→ **EXTRACTED MATERIAL**

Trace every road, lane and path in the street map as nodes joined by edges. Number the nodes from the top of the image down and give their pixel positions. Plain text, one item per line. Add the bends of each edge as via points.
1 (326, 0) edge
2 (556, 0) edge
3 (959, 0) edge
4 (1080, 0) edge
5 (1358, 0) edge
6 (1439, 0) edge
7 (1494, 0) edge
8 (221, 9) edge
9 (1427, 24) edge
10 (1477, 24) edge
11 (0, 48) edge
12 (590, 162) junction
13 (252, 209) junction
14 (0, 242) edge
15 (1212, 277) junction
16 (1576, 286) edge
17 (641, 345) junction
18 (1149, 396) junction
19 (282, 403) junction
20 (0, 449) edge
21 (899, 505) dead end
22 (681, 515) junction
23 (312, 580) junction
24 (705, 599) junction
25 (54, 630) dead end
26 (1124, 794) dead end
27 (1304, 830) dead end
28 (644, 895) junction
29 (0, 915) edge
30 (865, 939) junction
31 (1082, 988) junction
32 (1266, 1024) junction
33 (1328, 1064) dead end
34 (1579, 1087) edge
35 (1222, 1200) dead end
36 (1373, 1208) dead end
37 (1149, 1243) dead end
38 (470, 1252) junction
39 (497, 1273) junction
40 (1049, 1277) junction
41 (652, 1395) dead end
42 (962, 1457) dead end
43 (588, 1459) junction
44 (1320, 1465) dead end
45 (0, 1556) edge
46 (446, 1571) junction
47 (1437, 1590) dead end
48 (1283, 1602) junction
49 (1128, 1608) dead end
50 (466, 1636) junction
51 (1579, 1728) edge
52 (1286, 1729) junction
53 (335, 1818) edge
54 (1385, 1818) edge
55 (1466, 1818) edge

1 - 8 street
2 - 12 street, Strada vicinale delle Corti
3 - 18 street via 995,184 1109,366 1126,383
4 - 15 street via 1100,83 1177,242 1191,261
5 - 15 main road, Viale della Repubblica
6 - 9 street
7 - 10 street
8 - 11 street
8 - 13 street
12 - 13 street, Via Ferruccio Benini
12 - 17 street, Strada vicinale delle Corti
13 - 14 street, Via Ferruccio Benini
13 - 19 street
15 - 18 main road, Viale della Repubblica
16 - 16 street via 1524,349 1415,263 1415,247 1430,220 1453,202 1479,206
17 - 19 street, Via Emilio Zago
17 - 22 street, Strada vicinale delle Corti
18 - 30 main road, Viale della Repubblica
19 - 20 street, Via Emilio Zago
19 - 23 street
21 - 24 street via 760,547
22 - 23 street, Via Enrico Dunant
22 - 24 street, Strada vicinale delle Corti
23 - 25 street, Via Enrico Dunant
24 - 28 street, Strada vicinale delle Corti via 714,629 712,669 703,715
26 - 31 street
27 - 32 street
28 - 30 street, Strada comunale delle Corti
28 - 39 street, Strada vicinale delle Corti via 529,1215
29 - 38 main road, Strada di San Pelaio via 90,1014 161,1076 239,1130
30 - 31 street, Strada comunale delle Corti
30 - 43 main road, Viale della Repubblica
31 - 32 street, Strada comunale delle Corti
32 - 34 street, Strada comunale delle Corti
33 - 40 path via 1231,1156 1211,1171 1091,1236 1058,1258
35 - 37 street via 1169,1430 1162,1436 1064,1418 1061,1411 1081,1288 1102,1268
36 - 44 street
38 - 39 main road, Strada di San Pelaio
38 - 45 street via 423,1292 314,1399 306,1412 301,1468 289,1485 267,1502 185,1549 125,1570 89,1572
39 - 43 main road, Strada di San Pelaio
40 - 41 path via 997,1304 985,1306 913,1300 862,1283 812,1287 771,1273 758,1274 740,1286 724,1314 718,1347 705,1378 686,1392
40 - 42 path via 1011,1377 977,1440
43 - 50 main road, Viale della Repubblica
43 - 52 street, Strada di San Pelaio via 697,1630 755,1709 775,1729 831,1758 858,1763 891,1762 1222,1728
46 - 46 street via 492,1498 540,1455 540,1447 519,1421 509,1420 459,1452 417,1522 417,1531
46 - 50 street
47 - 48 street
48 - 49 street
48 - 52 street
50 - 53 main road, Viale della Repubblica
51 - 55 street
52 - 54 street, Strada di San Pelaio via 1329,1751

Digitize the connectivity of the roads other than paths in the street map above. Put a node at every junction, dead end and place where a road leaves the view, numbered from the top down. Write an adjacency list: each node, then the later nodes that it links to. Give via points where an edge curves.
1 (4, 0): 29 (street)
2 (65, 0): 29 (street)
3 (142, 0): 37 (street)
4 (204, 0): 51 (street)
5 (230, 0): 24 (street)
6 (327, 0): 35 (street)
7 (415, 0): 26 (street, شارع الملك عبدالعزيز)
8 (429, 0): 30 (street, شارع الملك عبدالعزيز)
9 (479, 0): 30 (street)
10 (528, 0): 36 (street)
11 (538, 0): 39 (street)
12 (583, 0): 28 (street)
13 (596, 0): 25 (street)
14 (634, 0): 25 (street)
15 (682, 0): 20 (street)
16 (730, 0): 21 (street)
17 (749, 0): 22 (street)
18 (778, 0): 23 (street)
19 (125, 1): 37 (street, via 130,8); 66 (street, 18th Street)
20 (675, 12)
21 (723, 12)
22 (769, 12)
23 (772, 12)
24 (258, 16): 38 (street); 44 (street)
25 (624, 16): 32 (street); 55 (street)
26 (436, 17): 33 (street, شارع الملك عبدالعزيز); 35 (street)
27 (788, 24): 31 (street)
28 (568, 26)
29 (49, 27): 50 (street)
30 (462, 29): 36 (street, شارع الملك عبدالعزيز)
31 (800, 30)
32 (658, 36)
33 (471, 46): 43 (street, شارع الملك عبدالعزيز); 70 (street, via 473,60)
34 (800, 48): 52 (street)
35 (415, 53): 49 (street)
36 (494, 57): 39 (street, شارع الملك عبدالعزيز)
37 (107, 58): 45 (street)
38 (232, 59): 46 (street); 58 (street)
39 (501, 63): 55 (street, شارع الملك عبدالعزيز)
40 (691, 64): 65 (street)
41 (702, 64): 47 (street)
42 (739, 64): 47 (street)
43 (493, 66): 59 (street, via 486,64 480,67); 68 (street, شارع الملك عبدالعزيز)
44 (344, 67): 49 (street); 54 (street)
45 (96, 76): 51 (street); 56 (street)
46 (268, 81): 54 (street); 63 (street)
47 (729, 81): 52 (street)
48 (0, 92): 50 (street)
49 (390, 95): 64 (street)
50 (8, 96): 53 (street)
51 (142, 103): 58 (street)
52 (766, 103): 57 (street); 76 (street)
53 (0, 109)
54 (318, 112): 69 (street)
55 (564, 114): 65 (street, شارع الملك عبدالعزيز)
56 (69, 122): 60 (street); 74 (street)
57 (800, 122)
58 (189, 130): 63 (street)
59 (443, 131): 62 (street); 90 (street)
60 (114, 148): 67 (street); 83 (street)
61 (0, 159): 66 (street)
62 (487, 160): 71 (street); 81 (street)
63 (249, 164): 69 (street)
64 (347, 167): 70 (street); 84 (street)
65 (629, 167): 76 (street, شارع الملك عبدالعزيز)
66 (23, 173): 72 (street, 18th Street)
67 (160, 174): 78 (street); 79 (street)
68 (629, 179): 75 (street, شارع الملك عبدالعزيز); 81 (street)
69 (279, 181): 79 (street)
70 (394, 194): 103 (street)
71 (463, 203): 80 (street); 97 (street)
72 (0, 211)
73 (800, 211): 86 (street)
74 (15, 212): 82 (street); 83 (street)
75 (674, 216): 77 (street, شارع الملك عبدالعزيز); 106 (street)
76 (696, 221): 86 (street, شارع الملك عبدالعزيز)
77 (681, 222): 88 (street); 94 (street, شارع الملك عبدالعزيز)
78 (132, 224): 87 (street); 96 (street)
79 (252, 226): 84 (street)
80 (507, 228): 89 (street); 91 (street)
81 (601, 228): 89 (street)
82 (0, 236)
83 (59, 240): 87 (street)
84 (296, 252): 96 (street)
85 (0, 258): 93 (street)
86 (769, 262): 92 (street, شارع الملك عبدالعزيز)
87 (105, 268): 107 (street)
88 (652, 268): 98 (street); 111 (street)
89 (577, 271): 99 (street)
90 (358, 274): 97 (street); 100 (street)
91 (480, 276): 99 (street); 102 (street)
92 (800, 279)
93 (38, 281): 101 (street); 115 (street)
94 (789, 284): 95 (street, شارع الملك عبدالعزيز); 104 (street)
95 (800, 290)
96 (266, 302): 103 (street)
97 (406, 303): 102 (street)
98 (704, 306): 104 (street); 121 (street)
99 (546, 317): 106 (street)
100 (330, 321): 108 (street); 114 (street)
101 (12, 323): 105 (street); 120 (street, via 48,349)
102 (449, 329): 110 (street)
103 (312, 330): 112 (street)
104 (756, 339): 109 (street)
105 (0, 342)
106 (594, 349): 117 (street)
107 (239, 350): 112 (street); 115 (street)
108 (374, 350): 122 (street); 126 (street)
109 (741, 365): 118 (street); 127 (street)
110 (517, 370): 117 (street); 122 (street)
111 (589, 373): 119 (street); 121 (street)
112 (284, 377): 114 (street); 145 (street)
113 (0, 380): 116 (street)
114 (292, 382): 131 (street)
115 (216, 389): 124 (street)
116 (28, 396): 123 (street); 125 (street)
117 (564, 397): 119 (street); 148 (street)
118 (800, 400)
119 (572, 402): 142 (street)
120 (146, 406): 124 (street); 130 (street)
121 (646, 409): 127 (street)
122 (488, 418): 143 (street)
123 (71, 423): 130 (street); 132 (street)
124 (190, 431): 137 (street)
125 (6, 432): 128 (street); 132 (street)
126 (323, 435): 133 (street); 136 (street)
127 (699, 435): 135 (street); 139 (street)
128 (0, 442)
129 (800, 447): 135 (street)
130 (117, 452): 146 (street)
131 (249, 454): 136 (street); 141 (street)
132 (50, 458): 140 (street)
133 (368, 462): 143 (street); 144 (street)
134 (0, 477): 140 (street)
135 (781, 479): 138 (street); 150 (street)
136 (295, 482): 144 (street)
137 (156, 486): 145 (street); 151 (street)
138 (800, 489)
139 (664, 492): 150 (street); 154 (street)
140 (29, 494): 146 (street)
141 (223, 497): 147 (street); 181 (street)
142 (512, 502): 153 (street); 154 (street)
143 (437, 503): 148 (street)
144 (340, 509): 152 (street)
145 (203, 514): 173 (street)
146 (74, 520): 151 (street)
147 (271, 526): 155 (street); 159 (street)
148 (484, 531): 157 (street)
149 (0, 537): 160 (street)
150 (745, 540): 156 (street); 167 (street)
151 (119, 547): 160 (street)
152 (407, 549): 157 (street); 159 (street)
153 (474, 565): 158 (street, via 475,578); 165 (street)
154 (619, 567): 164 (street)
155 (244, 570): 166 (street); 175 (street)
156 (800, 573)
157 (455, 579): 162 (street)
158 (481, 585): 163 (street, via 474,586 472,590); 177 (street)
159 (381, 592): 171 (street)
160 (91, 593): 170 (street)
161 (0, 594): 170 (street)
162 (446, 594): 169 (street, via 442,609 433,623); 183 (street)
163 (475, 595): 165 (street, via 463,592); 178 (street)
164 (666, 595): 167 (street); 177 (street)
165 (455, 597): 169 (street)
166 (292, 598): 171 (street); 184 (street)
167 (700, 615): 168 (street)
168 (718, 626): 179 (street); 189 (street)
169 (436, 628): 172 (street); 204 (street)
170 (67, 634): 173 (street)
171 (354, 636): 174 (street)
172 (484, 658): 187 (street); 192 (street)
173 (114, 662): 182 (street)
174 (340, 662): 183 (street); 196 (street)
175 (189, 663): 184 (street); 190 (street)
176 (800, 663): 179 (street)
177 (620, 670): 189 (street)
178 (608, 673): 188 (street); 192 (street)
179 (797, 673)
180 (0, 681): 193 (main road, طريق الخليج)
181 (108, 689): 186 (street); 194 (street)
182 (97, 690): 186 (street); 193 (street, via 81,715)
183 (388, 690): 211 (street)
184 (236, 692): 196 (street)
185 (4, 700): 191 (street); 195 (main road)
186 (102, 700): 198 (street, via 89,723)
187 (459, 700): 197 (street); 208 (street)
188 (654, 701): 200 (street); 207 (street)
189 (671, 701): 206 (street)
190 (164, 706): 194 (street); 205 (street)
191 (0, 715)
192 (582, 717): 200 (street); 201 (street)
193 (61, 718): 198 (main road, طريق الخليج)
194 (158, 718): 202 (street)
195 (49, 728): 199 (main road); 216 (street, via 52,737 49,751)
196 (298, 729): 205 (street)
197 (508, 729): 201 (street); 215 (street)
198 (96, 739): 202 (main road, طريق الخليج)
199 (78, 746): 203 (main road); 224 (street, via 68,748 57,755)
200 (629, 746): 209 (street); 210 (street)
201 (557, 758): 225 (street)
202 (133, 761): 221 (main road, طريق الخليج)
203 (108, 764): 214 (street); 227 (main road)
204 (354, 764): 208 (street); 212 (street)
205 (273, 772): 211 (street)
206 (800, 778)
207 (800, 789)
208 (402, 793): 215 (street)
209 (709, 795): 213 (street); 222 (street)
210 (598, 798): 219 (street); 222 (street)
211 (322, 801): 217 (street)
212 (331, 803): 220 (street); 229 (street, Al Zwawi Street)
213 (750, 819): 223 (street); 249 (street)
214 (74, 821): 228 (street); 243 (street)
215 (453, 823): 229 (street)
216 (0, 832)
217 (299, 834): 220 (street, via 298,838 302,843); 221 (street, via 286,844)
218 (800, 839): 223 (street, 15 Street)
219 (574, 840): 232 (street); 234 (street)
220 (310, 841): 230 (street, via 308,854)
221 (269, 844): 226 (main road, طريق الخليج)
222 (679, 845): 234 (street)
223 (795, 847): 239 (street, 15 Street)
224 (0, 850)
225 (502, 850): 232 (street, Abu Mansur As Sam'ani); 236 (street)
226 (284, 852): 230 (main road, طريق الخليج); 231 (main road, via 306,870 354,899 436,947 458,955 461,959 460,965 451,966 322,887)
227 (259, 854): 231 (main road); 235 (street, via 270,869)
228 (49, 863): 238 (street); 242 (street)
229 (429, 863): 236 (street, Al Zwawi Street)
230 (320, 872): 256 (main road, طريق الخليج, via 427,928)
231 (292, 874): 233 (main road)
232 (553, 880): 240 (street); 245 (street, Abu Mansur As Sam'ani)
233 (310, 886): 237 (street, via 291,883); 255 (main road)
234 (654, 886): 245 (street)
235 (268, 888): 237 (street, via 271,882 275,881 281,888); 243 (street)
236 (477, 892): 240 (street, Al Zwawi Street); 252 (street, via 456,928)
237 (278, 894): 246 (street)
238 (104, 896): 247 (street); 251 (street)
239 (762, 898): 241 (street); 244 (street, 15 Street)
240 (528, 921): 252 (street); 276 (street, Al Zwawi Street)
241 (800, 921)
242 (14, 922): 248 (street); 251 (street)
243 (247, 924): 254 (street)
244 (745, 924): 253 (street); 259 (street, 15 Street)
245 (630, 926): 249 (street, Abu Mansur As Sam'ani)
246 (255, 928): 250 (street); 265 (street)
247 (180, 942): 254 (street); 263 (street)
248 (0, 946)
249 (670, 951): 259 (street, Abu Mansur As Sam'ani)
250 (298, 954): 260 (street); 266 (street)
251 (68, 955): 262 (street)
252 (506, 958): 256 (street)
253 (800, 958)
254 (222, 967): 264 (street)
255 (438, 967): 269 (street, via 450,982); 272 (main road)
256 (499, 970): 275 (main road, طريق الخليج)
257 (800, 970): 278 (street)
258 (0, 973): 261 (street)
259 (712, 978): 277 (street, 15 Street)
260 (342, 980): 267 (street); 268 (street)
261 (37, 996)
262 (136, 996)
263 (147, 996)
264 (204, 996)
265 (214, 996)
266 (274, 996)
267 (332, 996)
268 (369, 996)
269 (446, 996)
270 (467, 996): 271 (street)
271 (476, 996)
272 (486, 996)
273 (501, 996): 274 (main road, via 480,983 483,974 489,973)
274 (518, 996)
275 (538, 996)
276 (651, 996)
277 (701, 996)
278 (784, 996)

→ **EXERCISE**
If a line of the listing above holds the string "vicinale", copy it.

→ **SOLUTION TO THIS PROBLEM**
2 - 12 street, Strada vicinale delle Corti
12 - 17 street, Strada vicinale delle Corti
17 - 22 street, Strada vicinale delle Corti
22 - 24 street, Strada vicinale delle Corti
24 - 28 street, Strada vicinale delle Corti via 714,629 712,669 703,715
28 - 39 street, Strada vicinale delle Corti via 529,1215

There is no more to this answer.